• EXERCISE BRIEF:
Make an exact copy of every entry, from the first line to the last.

• SOURCE DATA:
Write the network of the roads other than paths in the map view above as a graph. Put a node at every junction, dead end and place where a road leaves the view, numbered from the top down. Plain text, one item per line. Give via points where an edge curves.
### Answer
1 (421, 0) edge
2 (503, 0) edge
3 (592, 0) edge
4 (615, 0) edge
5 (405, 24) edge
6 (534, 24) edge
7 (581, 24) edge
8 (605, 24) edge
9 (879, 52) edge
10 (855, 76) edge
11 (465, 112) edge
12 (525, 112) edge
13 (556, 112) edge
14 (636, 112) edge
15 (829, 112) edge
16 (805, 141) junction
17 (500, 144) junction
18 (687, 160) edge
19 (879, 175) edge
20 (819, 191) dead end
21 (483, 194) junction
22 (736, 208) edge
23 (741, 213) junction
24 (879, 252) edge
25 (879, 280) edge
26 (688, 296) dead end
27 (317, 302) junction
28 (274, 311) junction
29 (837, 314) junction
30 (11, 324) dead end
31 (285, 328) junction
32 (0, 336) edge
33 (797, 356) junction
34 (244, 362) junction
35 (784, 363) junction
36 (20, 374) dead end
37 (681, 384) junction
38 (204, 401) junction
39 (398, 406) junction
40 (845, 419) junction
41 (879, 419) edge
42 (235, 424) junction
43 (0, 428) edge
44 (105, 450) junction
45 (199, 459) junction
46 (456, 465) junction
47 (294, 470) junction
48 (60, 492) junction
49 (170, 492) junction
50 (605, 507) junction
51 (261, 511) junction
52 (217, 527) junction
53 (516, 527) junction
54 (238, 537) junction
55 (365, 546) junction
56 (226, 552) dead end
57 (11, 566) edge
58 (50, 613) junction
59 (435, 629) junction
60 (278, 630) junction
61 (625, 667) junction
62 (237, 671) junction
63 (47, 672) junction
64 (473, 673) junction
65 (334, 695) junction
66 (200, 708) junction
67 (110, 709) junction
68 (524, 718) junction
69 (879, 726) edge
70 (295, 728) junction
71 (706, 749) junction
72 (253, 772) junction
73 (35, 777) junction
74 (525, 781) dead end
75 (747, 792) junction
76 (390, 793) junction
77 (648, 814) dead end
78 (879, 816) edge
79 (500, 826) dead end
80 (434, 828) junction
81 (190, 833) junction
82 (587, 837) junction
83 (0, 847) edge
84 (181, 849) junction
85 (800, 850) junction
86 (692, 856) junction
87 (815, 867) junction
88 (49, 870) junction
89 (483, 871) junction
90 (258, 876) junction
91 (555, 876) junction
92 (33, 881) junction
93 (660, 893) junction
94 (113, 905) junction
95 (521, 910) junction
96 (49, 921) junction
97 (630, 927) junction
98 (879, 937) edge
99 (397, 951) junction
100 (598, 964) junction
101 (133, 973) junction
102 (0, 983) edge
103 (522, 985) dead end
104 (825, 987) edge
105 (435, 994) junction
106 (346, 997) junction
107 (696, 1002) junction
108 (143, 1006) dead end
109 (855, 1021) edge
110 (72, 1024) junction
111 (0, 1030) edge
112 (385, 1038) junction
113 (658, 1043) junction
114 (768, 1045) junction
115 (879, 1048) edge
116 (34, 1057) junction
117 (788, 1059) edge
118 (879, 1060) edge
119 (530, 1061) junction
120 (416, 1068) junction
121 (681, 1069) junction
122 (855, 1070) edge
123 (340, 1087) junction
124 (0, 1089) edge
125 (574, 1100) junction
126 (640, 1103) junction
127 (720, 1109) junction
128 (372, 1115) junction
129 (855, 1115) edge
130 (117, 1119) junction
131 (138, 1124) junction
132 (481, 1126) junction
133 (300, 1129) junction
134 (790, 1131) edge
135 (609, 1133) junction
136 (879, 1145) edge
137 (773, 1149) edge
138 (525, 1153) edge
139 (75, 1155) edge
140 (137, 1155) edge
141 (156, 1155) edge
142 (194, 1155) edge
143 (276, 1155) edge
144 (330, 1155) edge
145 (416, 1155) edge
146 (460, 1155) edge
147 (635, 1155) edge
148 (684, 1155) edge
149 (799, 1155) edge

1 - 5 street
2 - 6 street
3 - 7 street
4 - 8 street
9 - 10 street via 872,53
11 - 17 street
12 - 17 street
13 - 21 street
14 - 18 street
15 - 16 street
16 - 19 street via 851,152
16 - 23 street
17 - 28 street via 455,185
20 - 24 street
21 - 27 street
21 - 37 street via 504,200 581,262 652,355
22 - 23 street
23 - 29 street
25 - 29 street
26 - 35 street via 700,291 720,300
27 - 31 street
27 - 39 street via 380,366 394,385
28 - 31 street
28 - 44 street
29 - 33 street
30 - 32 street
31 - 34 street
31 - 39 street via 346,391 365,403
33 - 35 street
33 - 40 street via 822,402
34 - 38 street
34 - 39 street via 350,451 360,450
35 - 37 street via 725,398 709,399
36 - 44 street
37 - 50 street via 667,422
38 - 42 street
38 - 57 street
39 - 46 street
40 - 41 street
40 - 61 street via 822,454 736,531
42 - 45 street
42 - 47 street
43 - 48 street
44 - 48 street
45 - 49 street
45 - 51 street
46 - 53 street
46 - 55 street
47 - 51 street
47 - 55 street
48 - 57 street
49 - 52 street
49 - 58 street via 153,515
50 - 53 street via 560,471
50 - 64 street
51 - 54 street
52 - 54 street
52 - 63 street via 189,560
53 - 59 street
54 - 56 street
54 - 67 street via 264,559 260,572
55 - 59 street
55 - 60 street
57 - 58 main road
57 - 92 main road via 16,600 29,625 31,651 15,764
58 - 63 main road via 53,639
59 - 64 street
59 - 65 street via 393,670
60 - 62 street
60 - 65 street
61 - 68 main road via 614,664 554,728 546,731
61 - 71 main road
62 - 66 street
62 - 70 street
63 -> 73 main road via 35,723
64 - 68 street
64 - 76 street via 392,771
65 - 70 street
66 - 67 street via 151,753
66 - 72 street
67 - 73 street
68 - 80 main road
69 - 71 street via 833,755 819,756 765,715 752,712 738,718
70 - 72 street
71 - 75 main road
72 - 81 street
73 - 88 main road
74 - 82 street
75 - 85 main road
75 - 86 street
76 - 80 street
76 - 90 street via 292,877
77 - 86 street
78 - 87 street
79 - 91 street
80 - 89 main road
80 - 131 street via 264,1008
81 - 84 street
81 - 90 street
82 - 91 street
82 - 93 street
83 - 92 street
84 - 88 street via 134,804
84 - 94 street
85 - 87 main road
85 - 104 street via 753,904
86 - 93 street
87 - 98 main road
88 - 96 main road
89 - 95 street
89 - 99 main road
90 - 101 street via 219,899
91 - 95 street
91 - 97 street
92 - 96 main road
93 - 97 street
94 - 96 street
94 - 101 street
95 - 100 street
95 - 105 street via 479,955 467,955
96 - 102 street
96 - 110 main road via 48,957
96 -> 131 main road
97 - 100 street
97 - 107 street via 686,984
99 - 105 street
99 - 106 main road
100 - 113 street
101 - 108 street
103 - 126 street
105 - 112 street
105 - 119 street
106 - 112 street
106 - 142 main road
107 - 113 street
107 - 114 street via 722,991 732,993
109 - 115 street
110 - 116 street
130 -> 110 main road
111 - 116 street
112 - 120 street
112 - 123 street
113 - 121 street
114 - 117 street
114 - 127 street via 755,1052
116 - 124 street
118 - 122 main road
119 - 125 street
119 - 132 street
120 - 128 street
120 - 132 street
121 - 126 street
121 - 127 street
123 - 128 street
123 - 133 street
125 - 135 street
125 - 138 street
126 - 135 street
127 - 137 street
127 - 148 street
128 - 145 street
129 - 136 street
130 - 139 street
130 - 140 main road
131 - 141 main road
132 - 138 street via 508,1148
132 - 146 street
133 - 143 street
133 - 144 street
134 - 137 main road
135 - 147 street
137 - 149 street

• EXERCISE ANSWER:
Write the network of the roads other than paths in the map view above as a graph. Put a node at every junction, dead end and place where a road leaves the view, numbered from the top down. Plain text, one item per line. Give via points where an edge curves.
### Answer
1 (421, 0) edge
2 (503, 0) edge
3 (592, 0) edge
4 (615, 0) edge
5 (405, 24) edge
6 (534, 24) edge
7 (581, 24) edge
8 (605, 24) edge
9 (879, 52) edge
10 (855, 76) edge
11 (465, 112) edge
12 (525, 112) edge
13 (556, 112) edge
14 (636, 112) edge
15 (829, 112) edge
16 (805, 141) junction
17 (500, 144) junction
18 (687, 160) edge
19 (879, 175) edge
20 (819, 191) dead end
21 (483, 194) junction
22 (736, 208) edge
23 (741, 213) junction
24 (879, 252) edge
25 (879, 280) edge
26 (688, 296) dead end
27 (317, 302) junction
28 (274, 311) junction
29 (837, 314) junction
30 (11, 324) dead end
31 (285, 328) junction
32 (0, 336) edge
33 (797, 356) junction
34 (244, 362) junction
35 (784, 363) junction
36 (20, 374) dead end
37 (681, 384) junction
38 (204, 401) junction
39 (398, 406) junction
40 (845, 419) junction
41 (879, 419) edge
42 (235, 424) junction
43 (0, 428) edge
44 (105, 450) junction
45 (199, 459) junction
46 (456, 465) junction
47 (294, 470) junction
48 (60, 492) junction
49 (170, 492) junction
50 (605, 507) junction
51 (261, 511) junction
52 (217, 527) junction
53 (516, 527) junction
54 (238, 537) junction
55 (365, 546) junction
56 (226, 552) dead end
57 (11, 566) edge
58 (50, 613) junction
59 (435, 629) junction
60 (278, 630) junction
61 (625, 667) junction
62 (237, 671) junction
63 (47, 672) junction
64 (473, 673) junction
65 (334, 695) junction
66 (200, 708) junction
67 (110, 709) junction
68 (524, 718) junction
69 (879, 726) edge
70 (295, 728) junction
71 (706, 749) junction
72 (253, 772) junction
73 (35, 777) junction
74 (525, 781) dead end
75 (747, 792) junction
76 (390, 793) junction
77 (648, 814) dead end
78 (879, 816) edge
79 (500, 826) dead end
80 (434, 828) junction
81 (190, 833) junction
82 (587, 837) junction
83 (0, 847) edge
84 (181, 849) junction
85 (800, 850) junction
86 (692, 856) junction
87 (815, 867) junction
88 (49, 870) junction
89 (483, 871) junction
90 (258, 876) junction
91 (555, 876) junction
92 (33, 881) junction
93 (660, 893) junction
94 (113, 905) junction
95 (521, 910) junction
96 (49, 921) junction
97 (630, 927) junction
98 (879, 937) edge
99 (397, 951) junction
100 (598, 964) junction
101 (133, 973) junction
102 (0, 983) edge
103 (522, 985) dead end
104 (825, 987) edge
105 (435, 994) junction
106 (346, 997) junction
107 (696, 1002) junction
108 (143, 1006) dead end
109 (855, 1021) edge
110 (72, 1024) junction
111 (0, 1030) edge
112 (385, 1038) junction
113 (658, 1043) junction
114 (768, 1045) junction
115 (879, 1048) edge
116 (34, 1057) junction
117 (788, 1059) edge
118 (879, 1060) edge
119 (530, 1061) junction
120 (416, 1068) junction
121 (681, 1069) junction
122 (855, 1070) edge
123 (340, 1087) junction
124 (0, 1089) edge
125 (574, 1100) junction
126 (640, 1103) junction
127 (720, 1109) junction
128 (372, 1115) junction
129 (855, 1115) edge
130 (117, 1119) junction
131 (138, 1124) junction
132 (481, 1126) junction
133 (300, 1129) junction
134 (790, 1131) edge
135 (609, 1133) junction
136 (879, 1145) edge
137 (773, 1149) edge
138 (525, 1153) edge
139 (75, 1155) edge
140 (137, 1155) edge
141 (156, 1155) edge
142 (194, 1155) edge
143 (276, 1155) edge
144 (330, 1155) edge
145 (416, 1155) edge
146 (460, 1155) edge
147 (635, 1155) edge
148 (684, 1155) edge
149 (799, 1155) edge

1 - 5 street
2 - 6 street
3 - 7 street
4 - 8 street
9 - 10 street via 872,53
11 - 17 street
12 - 17 street
13 - 21 street
14 - 18 street
15 - 16 street
16 - 19 street via 851,152
16 - 23 street
17 - 28 street via 455,185
20 - 24 street
21 - 27 street
21 - 37 street via 504,200 581,262 652,355
22 - 23 street
23 - 29 street
25 - 29 street
26 - 35 street via 700,291 720,300
27 - 31 street
27 - 39 street via 380,366 394,385
28 - 31 street
28 - 44 street
29 - 33 street
30 - 32 street
31 - 34 street
31 - 39 street via 346,391 365,403
33 - 35 street
33 - 40 street via 822,402
34 - 38 street
34 - 39 street via 350,451 360,450
35 - 37 street via 725,398 709,399
36 - 44 street
37 - 50 street via 667,422
38 - 42 street
38 - 57 street
39 - 46 street
40 - 41 street
40 - 61 street via 822,454 736,531
42 - 45 street
42 - 47 street
43 - 48 street
44 - 48 street
45 - 49 street
45 - 51 street
46 - 53 street
46 - 55 street
47 - 51 street
47 - 55 street
48 - 57 street
49 - 52 street
49 - 58 street via 153,515
50 - 53 street via 560,471
50 - 64 street
51 - 54 street
52 - 54 street
52 - 63 street via 189,560
53 - 59 street
54 - 56 street
54 - 67 street via 264,559 260,572
55 - 59 street
55 - 60 street
57 - 58 main road
57 - 92 main road via 16,600 29,625 31,651 15,764
58 - 63 main road via 53,639
59 - 64 street
59 - 65 street via 393,670
60 - 62 street
60 - 65 street
61 - 68 main road via 614,664 554,728 546,731
61 - 71 main road
62 - 66 street
62 - 70 street
63 -> 73 main road via 35,723
64 - 68 street
64 - 76 street via 392,771
65 - 70 street
66 - 67 street via 151,753
66 - 72 street
67 - 73 street
68 - 80 main road
69 - 71 street via 833,755 819,756 765,715 752,712 738,718
70 - 72 street
71 - 75 main road
72 - 81 street
73 - 88 main road
74 - 82 street
75 - 85 main road
75 - 86 street
76 - 80 street
76 - 90 street via 292,877
77 - 86 street
78 - 87 street
79 - 91 street
80 - 89 main road
80 - 131 street via 264,1008
81 - 84 street
81 - 90 street
82 - 91 street
82 - 93 street
83 - 92 street
84 - 88 street via 134,804
84 - 94 street
85 - 87 main road
85 - 104 street via 753,904
86 - 93 street
87 - 98 main road
88 - 96 main road
89 - 95 street
89 - 99 main road
90 - 101 street via 219,899
91 - 95 street
91 - 97 street
92 - 96 main road
93 - 97 street
94 - 96 street
94 - 101 street
95 - 100 street
95 - 105 street via 479,955 467,955
96 - 102 street
96 - 110 main road via 48,957
96 -> 131 main road
97 - 100 street
97 - 107 street via 686,984
99 - 105 street
99 - 106 main road
100 - 113 street
101 - 108 street
103 - 126 street
105 - 112 street
105 - 119 street
106 - 112 street
106 - 142 main road
107 - 113 street
107 - 114 street via 722,991 732,993
109 - 115 street
110 - 116 street
130 -> 110 main road
111 - 116 street
112 - 120 street
112 - 123 street
113 - 121 street
114 - 117 street
114 - 127 street via 755,1052
116 - 124 street
118 - 122 main road
119 - 125 street
119 - 132 street
120 - 128 street
120 - 132 street
121 - 126 street
121 - 127 street
123 - 128 street
123 - 133 street
125 - 135 street
125 - 138 street
126 - 135 street
127 - 137 street
127 - 148 street
128 - 145 street
129 - 136 street
130 - 139 street
130 - 140 main road
131 - 141 main road
132 - 138 street via 508,1148
132 - 146 street
133 - 143 street
133 - 144 street
134 - 137 main road
135 - 147 street
137 - 149 street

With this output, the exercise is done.